The sea cliffs of the Pembrokeshire National Park are often cited as the best sea cliff climbing in the world, and justifiably so. The mix of superb quality and variety of rock, the wildlife that inhabits this area, stunning scenery and thousands of recorded rock climbs with not a bolt in sight make Pembrokeshire a truly special place to climb.
The usual sea cliff challenges of having to abseil in to start your route, and tide and swell considerations are added to by the need to check for climbing restrictions because of nesting sea birds, as well as many of the rock climbs being within MOD owned land.

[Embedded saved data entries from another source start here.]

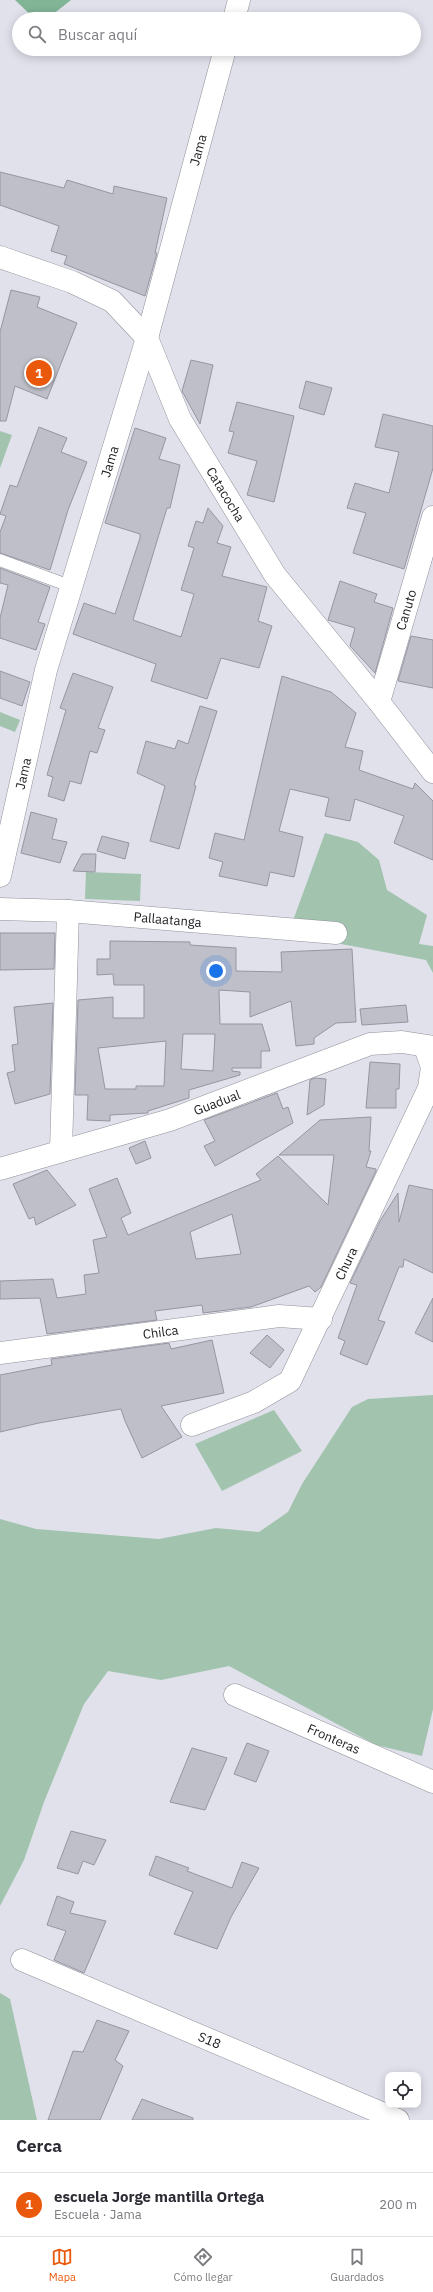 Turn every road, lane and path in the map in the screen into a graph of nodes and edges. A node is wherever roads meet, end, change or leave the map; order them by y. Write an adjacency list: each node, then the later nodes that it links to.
1 (239, 0): 2 (street)
2 (236, 12)
3 (223, 56): 5 (street, Jama)
4 (0, 257): 5 (street, Catacocha)
5 (147, 338): 8 (street, Jama); 9 (street, Catacocha)
6 (433, 517): 9 (street, Canuto)
7 (0, 560): 8 (lane)
8 (70, 586): 11 (street, Jama)
9 (379, 702): 10 (street, Catacocha)
10 (433, 772)
11 (0, 876)
12 (0, 908): 13 (street, Pallaatanga)
13 (68, 911): 14 (street, Pallaatanga); 16 (street)
14 (336, 933)
15 (429, 1047): 16 (street, Guadual); 18 (street, Chura)
16 (61, 1150): 17 (street, Guadual)
17 (0, 1169)
18 (321, 1319): 19 (street, Chilca); 20 (street, Chura)
19 (0, 1353)
20 (192, 1425)
21 (235, 1696): 22 (street, Fronteras)
22 (433, 1782)
23 (22, 1960): 24 (street, S18)
24 (398, 2120)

Range East and Range West combine to create the second largest artillery range in Europe and are regularly used by many regiments from around the world to train for war.

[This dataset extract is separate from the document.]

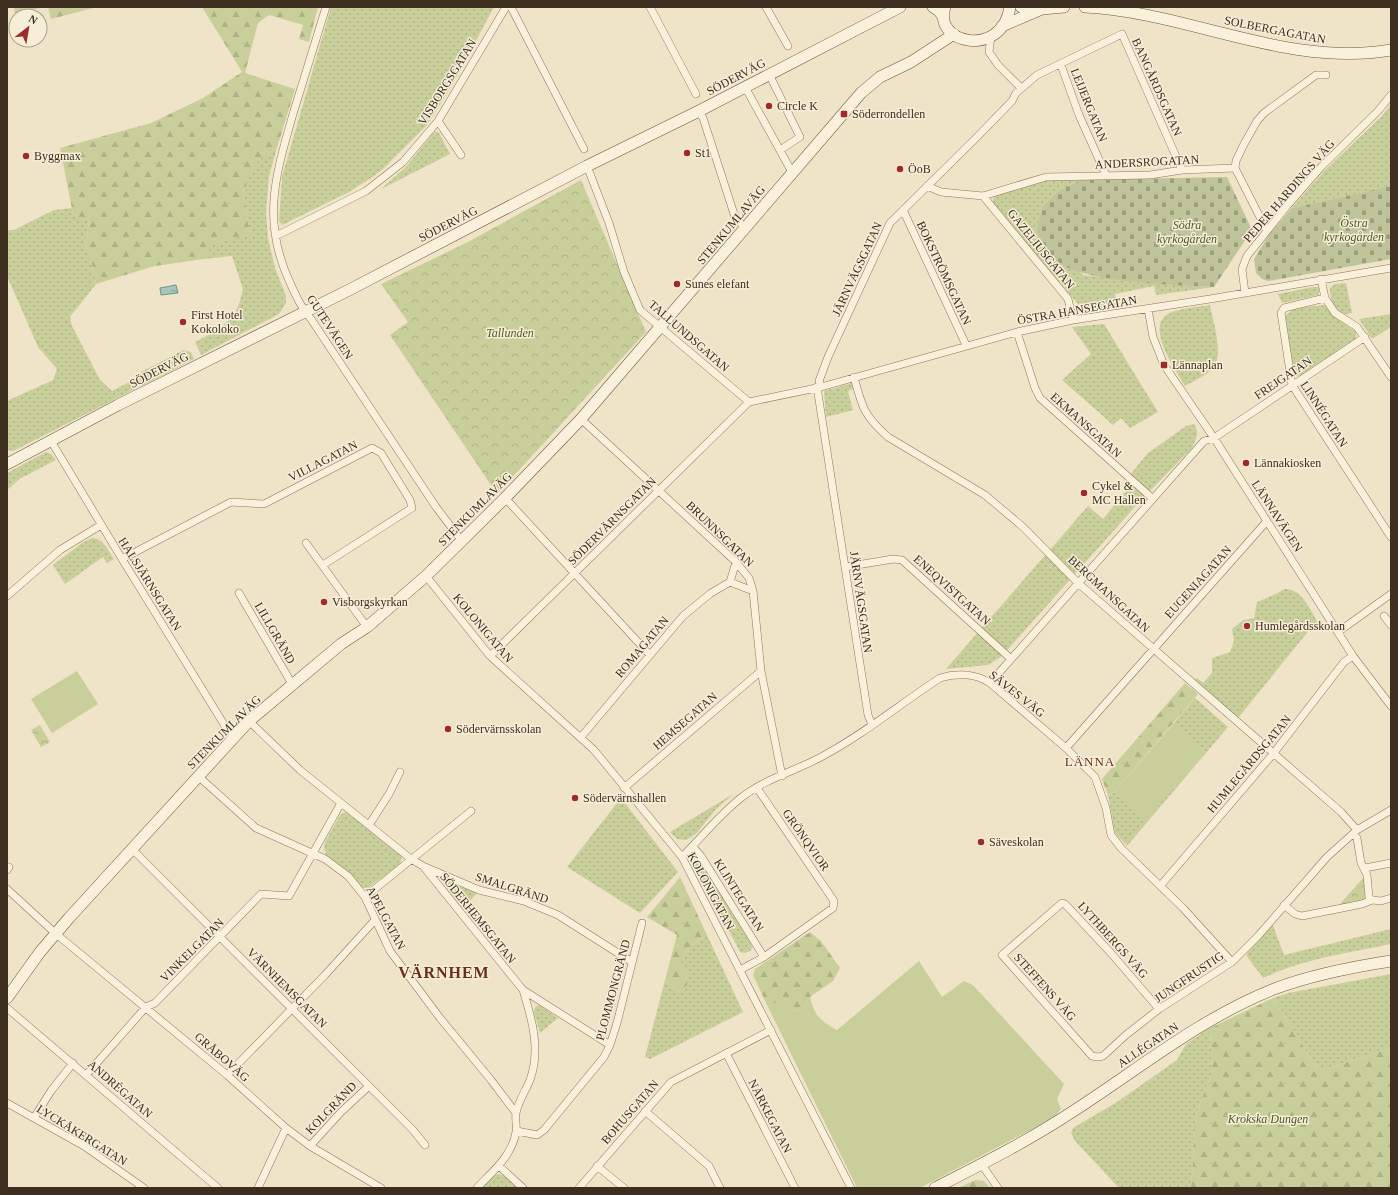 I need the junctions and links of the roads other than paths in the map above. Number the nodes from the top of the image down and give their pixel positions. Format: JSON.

Climbers visiting Pembrokeshire for the first time will quite rightly head for the most popular climbs to tick off the three star classics and of course there is nothing wrong with that, I did too on my first visit to Pembrokeshire. I now however regularly head to the lesser visited routes and crags with mates and clients and I'm always amazed at how deserted they tend to be. For this reason I would like to highlight some fantastic climbing locations and routes that far too often get overlooked by most visiting climbers, and hopefully get people fired up to stray off the beaten track. Here is a list of routes, not designed to be a "puerile tick list" but to shine light on some fantastic routes that just don't get the traffic they deserve.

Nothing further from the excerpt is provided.